They Might Be Giants — I Like Fun
January 19, 2018
New York City, New York / Idlewild Recordings

I Like Fun is the 20th full length album by alternative rock grandfathers They Might Be Giants. A double-digit discography is enough to weather even the greatest of music’s powerhouses, and can turn their biggest fans into some of their loudest critics.

The Giants are best known for their output in the 80s and 90s with albums like Flood, or Lincoln, or John Henry, but I’ve always stood by their output since the 2000s also, like Mink Car and Nanobots. Hell, their 2016 album Phone Power was one of my favourite records of that year. For me, TMBG have been a band that consistently provide interestingly zany lyrics, electrifying instrumentation, and an overall tight sense of fun.

And Fun is the name of the game on this new album here. It’s not very often that TMBG title their projects with such an inviting concept, save for the Here Come the series, which they wrote to teach infant children about math and spelling.

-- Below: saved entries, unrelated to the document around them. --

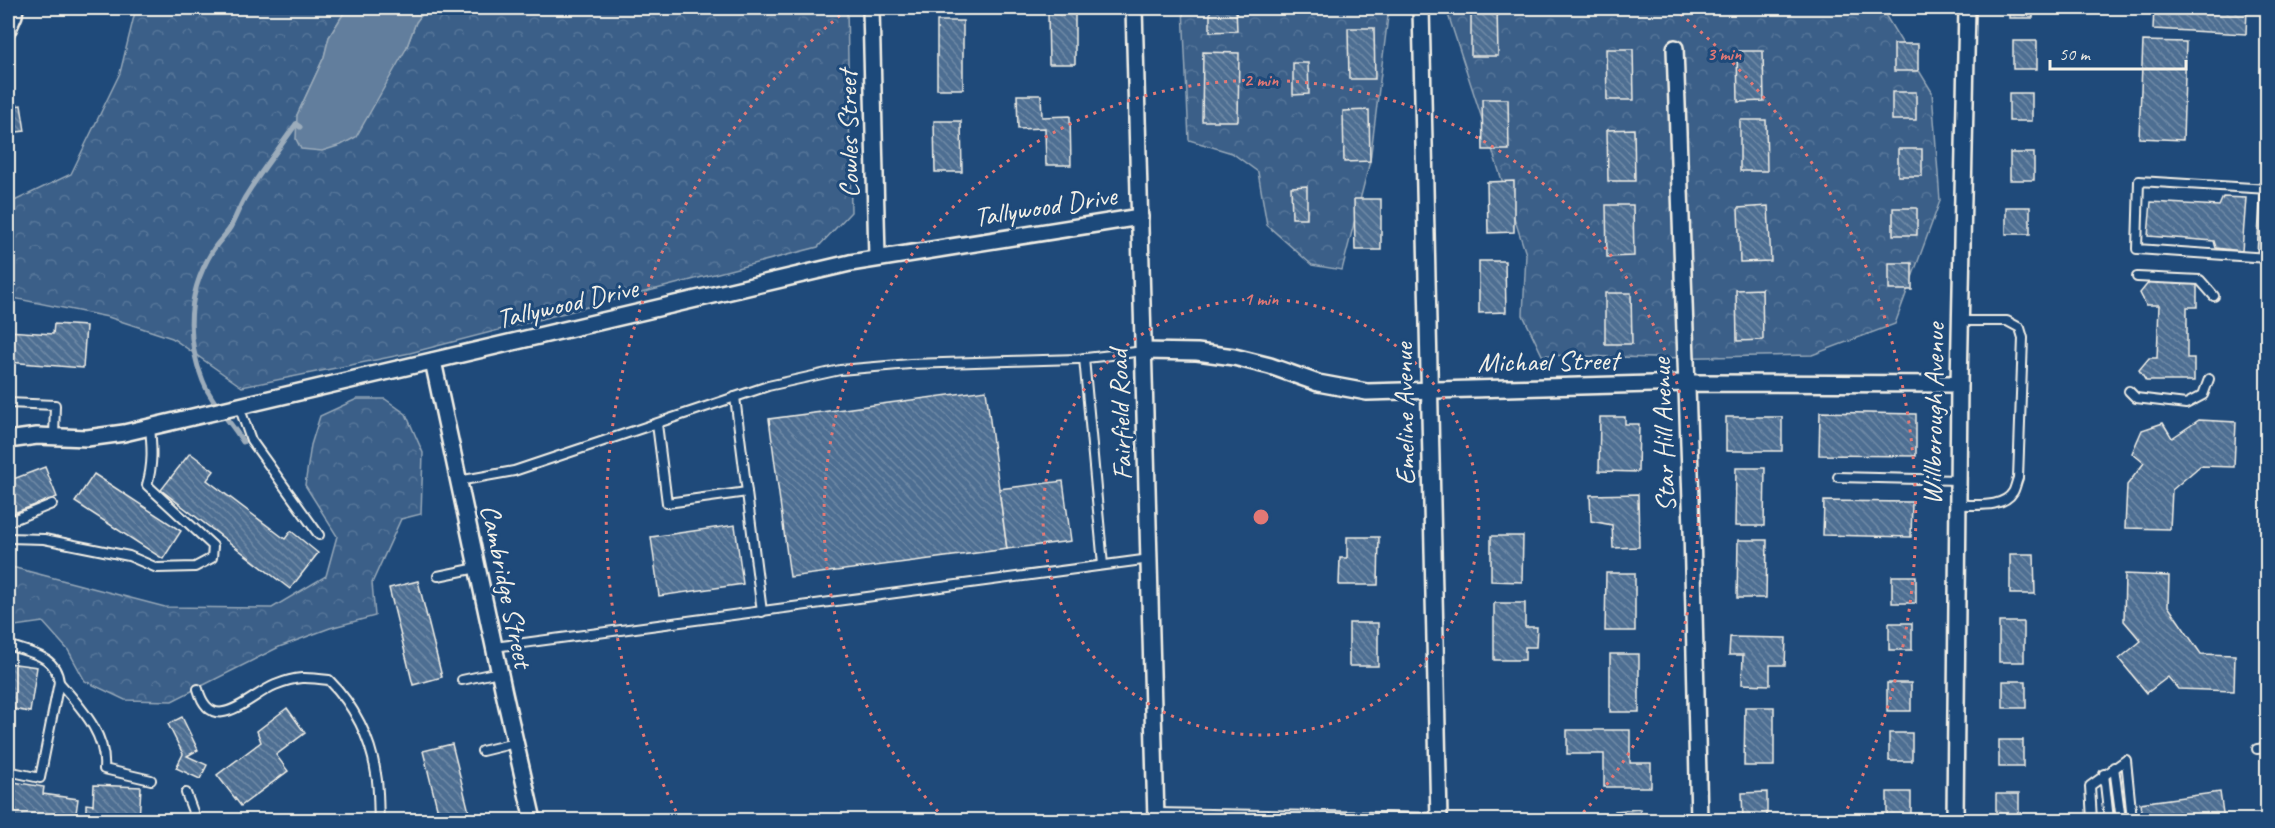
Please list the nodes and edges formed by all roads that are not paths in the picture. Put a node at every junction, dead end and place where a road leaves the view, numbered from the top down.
1 (15, 8) edge
2 (871, 8) edge
3 (1134, 8) edge
4 (1421, 8) edge
5 (1967, 8) edge
6 (8, 29) edge
7 (1675, 48) dead end
8 (2267, 189) edge
9 (1140, 217) junction
10 (877, 258) junction
11 (2265, 258) edge
12 (2137, 277) dead end
13 (2214, 296) dead end
14 (1960, 321) junction
15 (1144, 351) junction
16 (1084, 358) junction
17 (433, 361) junction
18 (2210, 379) dead end
19 (1687, 383) junction
20 (1959, 384) junction
21 (1429, 390) junction
22 (2129, 392) dead end
23 (735, 397) junction
24 (8, 403) edge
25 (239, 406) junction
26 (657, 424) junction
27 (150, 427) junction
28 (54, 437) junction
29 (8, 440) edge
30 (1838, 477) dead end
31 (1958, 480) junction
32 (458, 481) junction
33 (747, 492) junction
34 (52, 504) dead end
35 (1958, 505) junction
36 (8, 522) edge
37 (319, 535) dead end
38 (8, 538) edge
39 (1150, 559) junction
40 (1103, 565) junction
41 (477, 568) junction
42 (438, 576) dead end
43 (762, 612) junction
44 (8, 645) edge
45 (494, 647) junction
46 (499, 672) junction
47 (462, 680) dead end
48 (59, 682) junction
49 (198, 689) dead end
50 (516, 743) junction
51 (2268, 748) edge
52 (2257, 749) dead end
53 (482, 750) dead end
54 (2114, 767) junction
55 (8, 771) edge
56 (2104, 774) junction
57 (151, 780) dead end
58 (186, 793) dead end
59 (1156, 817) edge
60 (1384, 819) edge
61 (1438, 819) edge
62 (196, 820) edge
63 (379, 820) edge
64 (533, 820) edge
65 (1699, 820) edge
66 (1955, 820) edge
67 (2092, 820) edge
68 (2109, 820) edge
69 (2121, 820) edge
70 (2132, 820) edge

1 - 6 street
2 - 10 street, Cowles Street
3 - 9 street, Fairfield Road
4 - 21 street, Emeline Avenue
5 - 14 street, Willborough Avenue
7 - 19 street, Star Hill Avenue
8 - 11 lane
8 - 11 lane
9 - 10 street, Tallywood Drive
9 - 15 street, Fairfield Road
10 - 17 street, Tallywood Drive
12 - 13 lane
14 - 20 street, Willborough Avenue
14 - 35 lane
15 - 16 lane
15 - 21 street, Michael Street
15 - 39 street, Fairfield Road
16 - 23 lane
16 - 40 lane
17 - 25 street, Tallywood Drive
17 - 32 street, Cambridge Street
18 - 22 lane
19 - 20 street, Michael Street
19 - 21 street, Michael Street
19 - 65 street, Star Hill Avenue
20 - 31 street, Willborough Avenue
21 - 61 street, Emeline Avenue
23 - 26 lane
23 - 33 lane
24 - 28 lane
25 - 27 street, Tallywood Drive
25 - 37 lane
26 - 32 lane
26 - 33 lane
27 - 28 street, Tallywood Drive
27 - 38 lane
28 - 29 street, Tallywood Drive
30 - 31 lane
31 - 35 street, Willborough Avenue
32 - 41 street, Cambridge Street
33 - 43 lane
34 - 36 lane
35 - 66 street, Willborough Avenue
39 - 40 lane
39 - 59 street, Fairfield Road
40 - 43 lane
41 - 42 lane
41 - 45 street, Cambridge Street
43 - 45 lane
44 - 48 lane
45 - 46 street, Cambridge Street
46 - 47 lane
46 - 50 street, Cambridge Street
48 - 55 lane
48 - 57 lane
49 - 63 lane
50 - 53 lane
50 - 64 street, Cambridge Street
51 - 52 lane
54 - 56 lane
54 - 69 lane
54 - 70 lane
56 - 67 lane
56 - 68 lane
58 - 62 lane
59 - 60 lane
60 - 61 lane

I Like Fun isn’t an album for children, though. It’s definitely for the band’s usual, indiscernible demographic. The instrumentation has a familiar amount of experimentation and variety to it, and the lyrical content still has a lot of the same touchstones: inanimate objects, time, the human condition, death.

There’s actually a lot more of the latter two concepts on this project than usual; most likely because of the sociopolitical landscape becoming more like a hellscape since the release of 2016’s Phone Power. This record is probably the closest you could ever hope to come to an anti-Trump TMBG album, and it definitely skirts that line at least a couple of times here.

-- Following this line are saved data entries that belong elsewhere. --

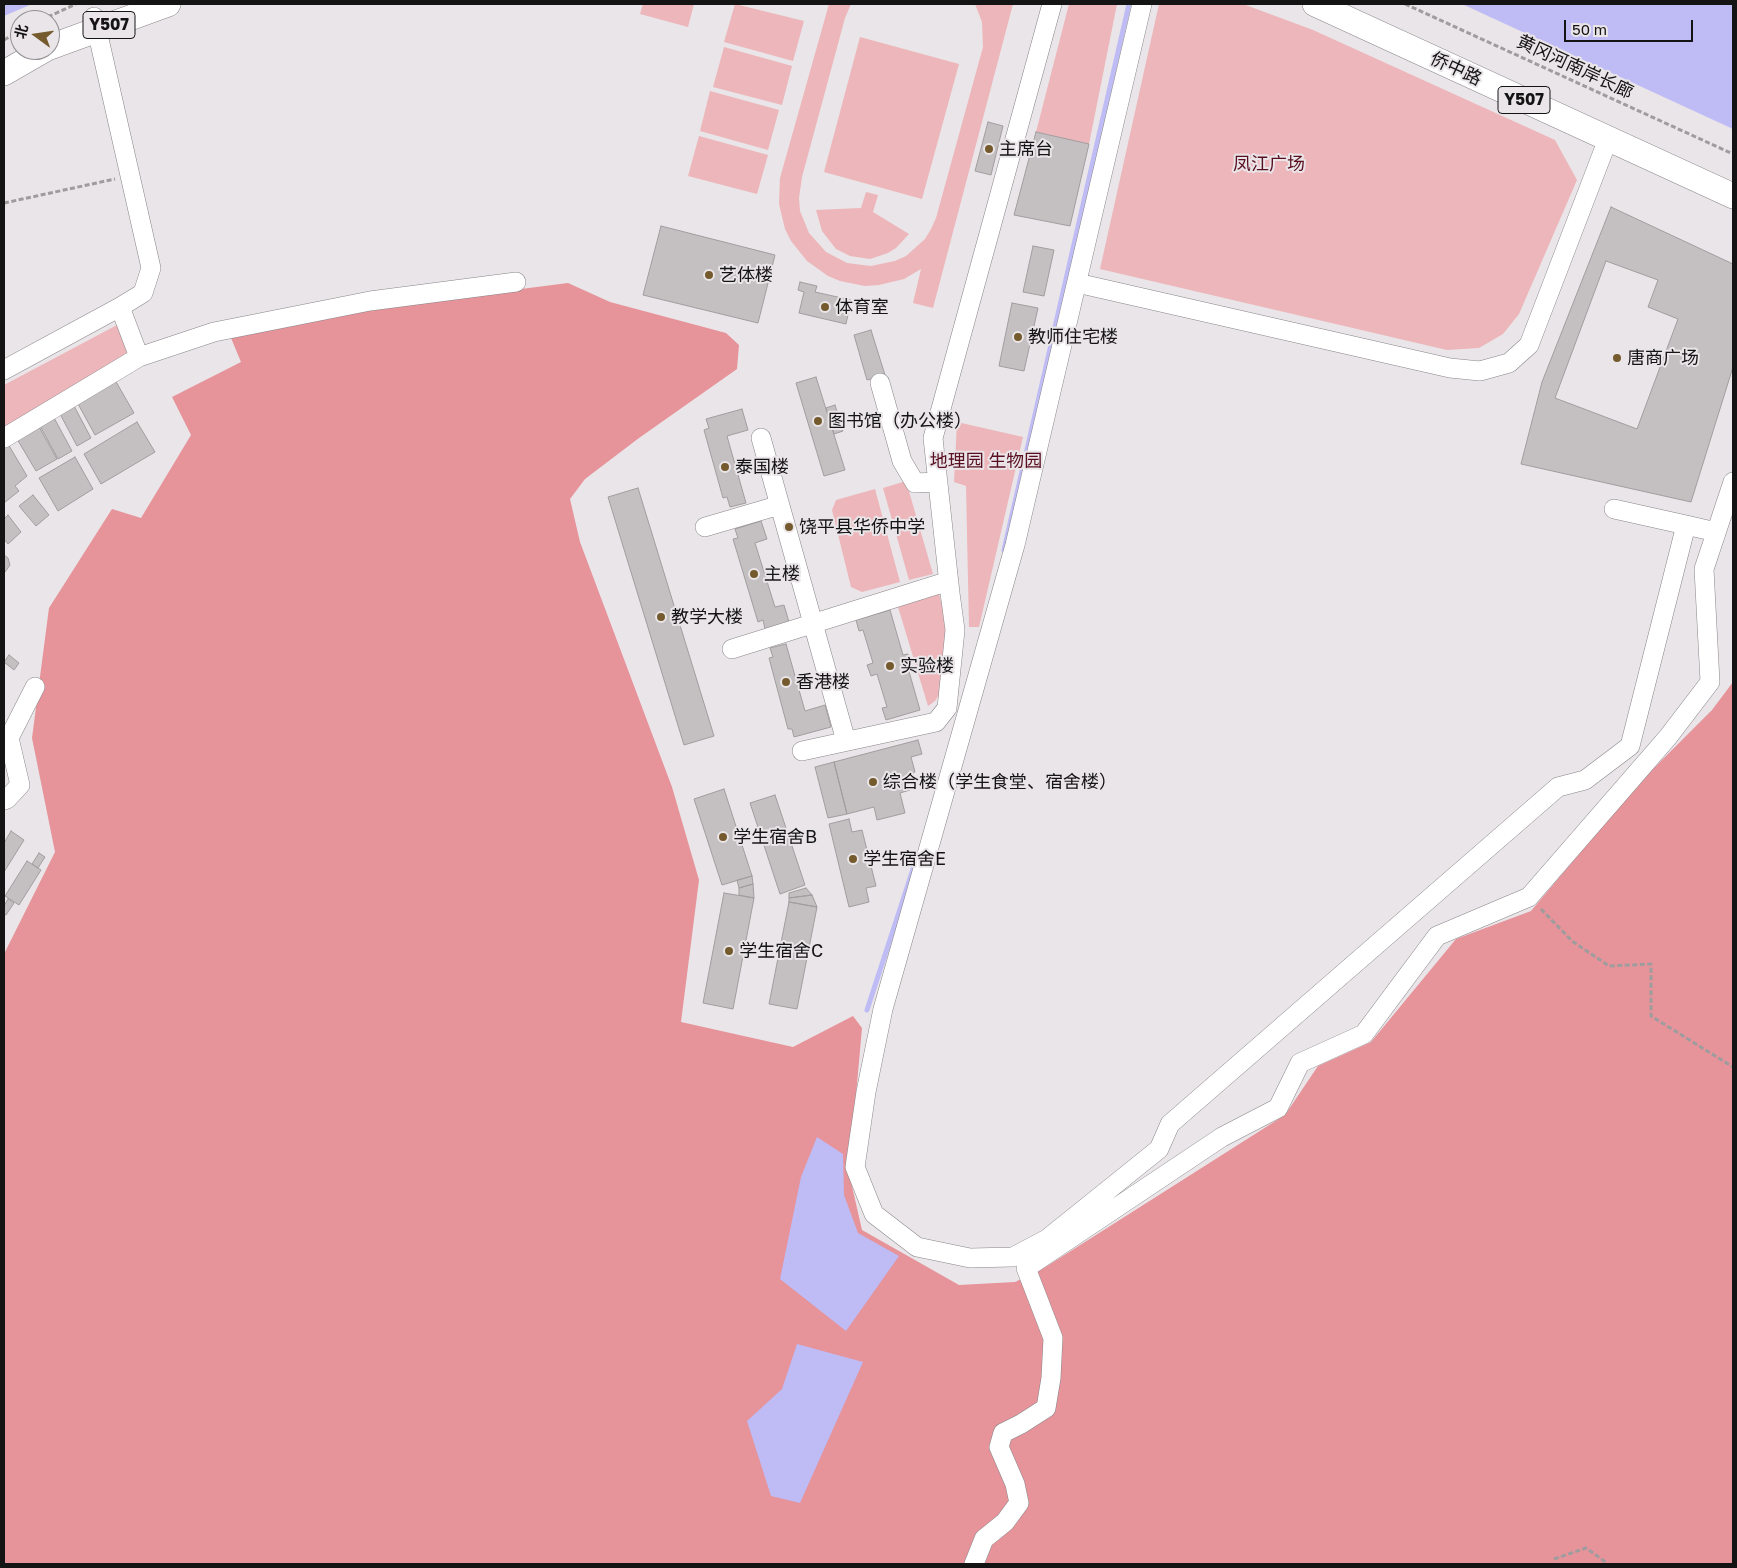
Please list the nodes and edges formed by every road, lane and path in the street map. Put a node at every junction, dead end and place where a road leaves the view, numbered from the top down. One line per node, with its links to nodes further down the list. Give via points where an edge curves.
1 (76, 4): 7 (path)
2 (168, 4): 9 (main road, Y507)
3 (1052, 4): 25 (street, via 933,438)
4 (1142, 4): 18 (street)
5 (1315, 4): 12 (main road, 侨中路 / Y507)
6 (1405, 4): 13 (path, 黄冈河南岸长廊)
7 (60, 11)
8 (94, 17): 14 (street)
9 (60, 42)
10 (27, 60): 11 (main road)
11 (4, 73)
12 (1608, 139): 15 (main road, 侨中路 / Y507); 18 (street, via 1529,345 1509,363 1480,371 1450,368)
13 (1733, 154)
14 (130, 175): 16 (path); 19 (street, via 151,268 143,293)
15 (1733, 196)
16 (4, 203)
17 (516, 282): 20 (street, via 370,301 293,316 214,332)
18 (1077, 283): 29 (street, via 1015,545 883,1009 866,1092 855,1167 874,1214 917,1247 970,1258 1013,1257 1047,1238 1159,1149 1170,1124 1558,787 1585,780 1630,746)
19 (120, 308): 20 (street); 21 (street)
20 (140, 357): 23 (street)
21 (4, 370)
22 (880, 383): 25 (street, via 902,461 915,482)
23 (4, 438)
24 (761, 438): 27 (street)
25 (938, 482): 32 (street)
26 (1733, 482): 31 (street)
27 (780, 505): 30 (street); 33 (street)
28 (1614, 509): 29 (street)
29 (1686, 525): 31 (street)
30 (704, 527)
31 (1716, 532): 39 (street, via 1704,569 1710,682 1668,737)
32 (949, 581): 33 (street); 36 (street, via 955,630 947,708 936,722)
33 (813, 624): 34 (street); 36 (street)
34 (732, 649)
35 (35, 687): 38 (street, via 9,738 20,785)
36 (846, 741): 37 (street)
37 (802, 751)
38 (4, 800)
39 (1529, 897): 40 (path, via 1572,940 1609,966 1651,964 1651,1016); 42 (street, via 1436,936 1364,1034 1300,1063 1278,1108 1222,1138 1026,1268 1053,1338 1046,1408 1003,1433 1000,1447 1019,1503 984,1539)
40 (1733, 1067)
41 (1554, 1559): 43 (path, via 1586,1548)
42 (974, 1564)
43 (1607, 1564)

The album kicks off with the track “Let’s Get This Over With,” which features this jaunty piano and hand claps that do a great job of working against John Linnell’s apprehensive lyrics about getting your shit done in the face of adversity. It almost sounds like he’s been cast as the lead role of a musical that he doesn’t want anything to do with. It’s a great running start, and serves as a very pertinent precursor to the overarching themes that pin the album down.

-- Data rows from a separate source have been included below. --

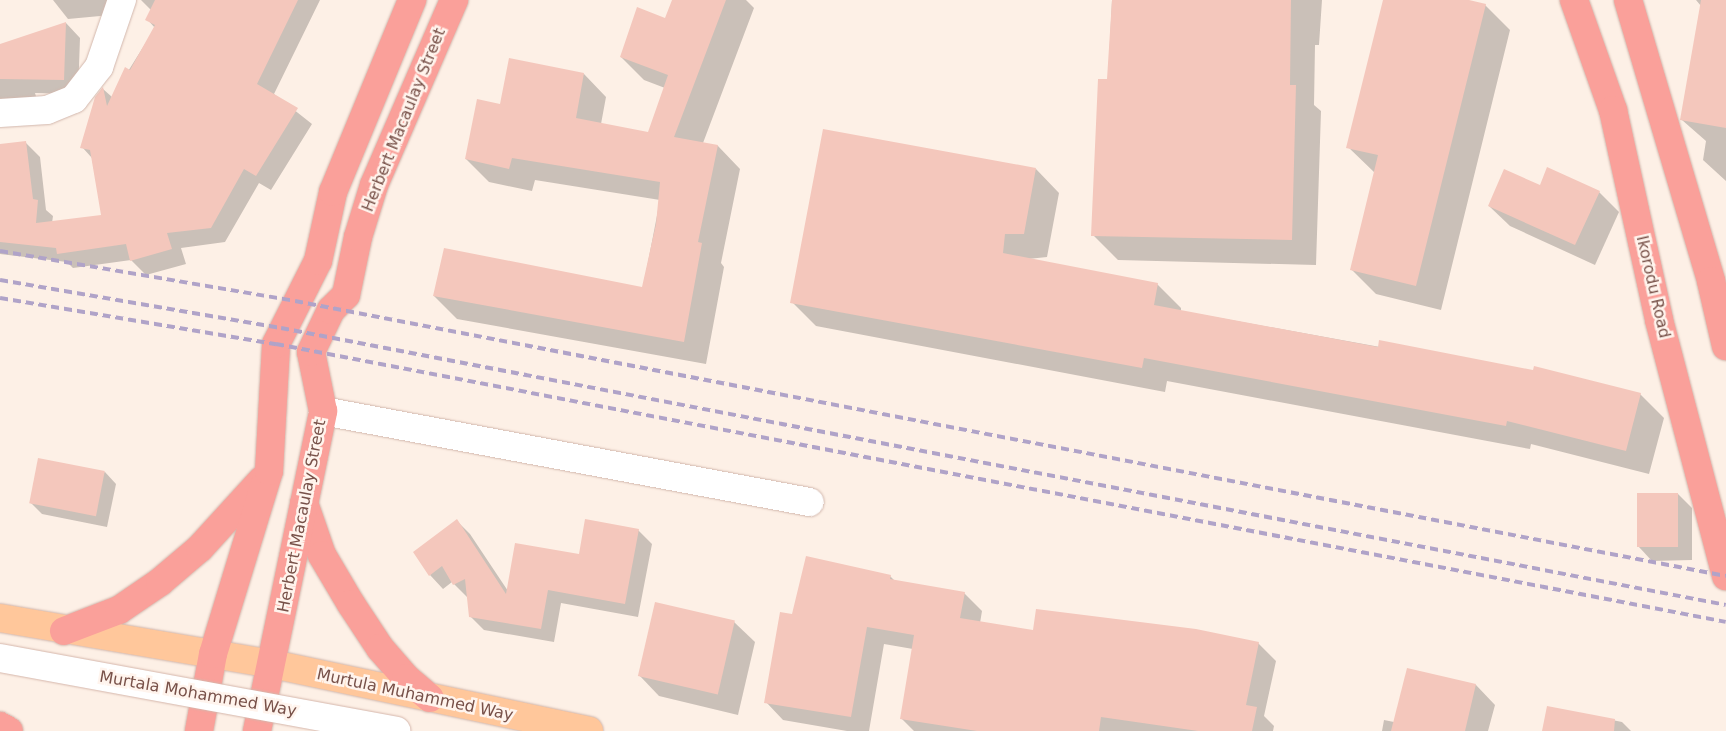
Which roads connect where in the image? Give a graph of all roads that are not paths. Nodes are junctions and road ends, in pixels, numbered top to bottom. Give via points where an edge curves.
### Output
1 (122, 0) edge
2 (412, 0) edge
3 (454, 0) edge
4 (1574, 0) edge
5 (1628, 0) edge
6 (0, 113) edge
7 (1726, 346) edge
8 (323, 411) junction
9 (269, 471) junction
10 (304, 502) junction
11 (810, 502) dead end
12 (1726, 576) edge
13 (0, 618) edge
14 (64, 632) junction
15 (213, 654) junction
16 (0, 658) edge
17 (272, 664) junction
18 (430, 698) junction
19 (0, 726) edge
20 (9, 731) edge
21 (198, 731) edge
22 (256, 731) edge
23 (396, 731) edge
24 (589, 731) edge

1 - 6 street via 99,67 74,99 47,110
2 - 9 highway via 333,192 318,261 276,344
3 - 8 highway, Herbert Macaulay Street via 374,186 358,237 346,295 331,310 311,352
4 - 12 highway, Ikorodu Road via 1613,110 1659,320
5 - 7 highway via 1711,281
8 - 10 highway, Herbert Macaulay Street
8 - 11 street
9 - 14 highway via 226,523 160,582 118,610
9 - 15 highway
10 - 17 highway, Herbert Macaulay Street
10 - 18 highway via 322,555 356,612 380,648 406,678
13 - 14 main road, Murtula Muhammed Way
14 - 15 main road, Murtula Muhammed Way
15 - 17 main road, Murtula Muhammed Way
15 - 21 highway
16 - 23 street, Murtala Mohammed Way, bridge
17 - 18 main road, Murtula Muhammed Way
17 - 22 highway, Herbert Macaulay Street
18 - 24 main road, Murtula Muhammed Way
19 - 20 highway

And when you wake up you can feel your hair grow
Crawl out of your cave and you can watch your shadow
Creep across the ground until the day is done
All the while the planet circles ’round the sun
Everybody knows how this goes so let’s get over it
And let’s get this over with

“I Left My Body” is the first taste of alt-rock on the album, with this powerful guitar riff that pushes against Linnell’s vocals as he narrates his own consciousness that has literally lost its physical form. He wonders if his remains and his belongings will prove to be useful or valuable to the living, like he’s more concerned about other people than his own presumed demise. In a big way, this song is like the counterpart to 2013’s “Lost My Mind,” which has its own themes of detachment and self-worth.

The song “All Time What” has Linnell singing about how things in his life are changing faster than he can really comprehend or properly deal with. It’s not the most novel concept on the album, and it doesn’t come to any real conclusion, but it does have a pretty colourful horn section in the chorus, and it closes out with a melodic “Aah!” that represents the effervescent anxiety of this cut pretty well.

Meanwhile, the song “By the Time You Get This” is a by-the-numbers Giants song if there ever was one, with a guitar that vaguely follows the vocal melody and a few touches of synthesiser here and there. Lyrically, the song serves as a time capsule for a future millennium that humans most likely won’t survive to see.

We can’t be certain at the moment of this writing
But surely in the future there’ll be no barking dogs
The sound of crying babies will be thankfully forgotten
No more will the chattering classes make a noise

I’m similarly cold on the song “An Insult to the Fact Checkers,” which is a straightforward commentary on “fake news” culture. The instrumentation takes a far more conventional alt-rock approach than most songs here, with some overlaid guitars and less use of digital instruments, save for a synth-driven bridge that welcomes the samey second half of the track.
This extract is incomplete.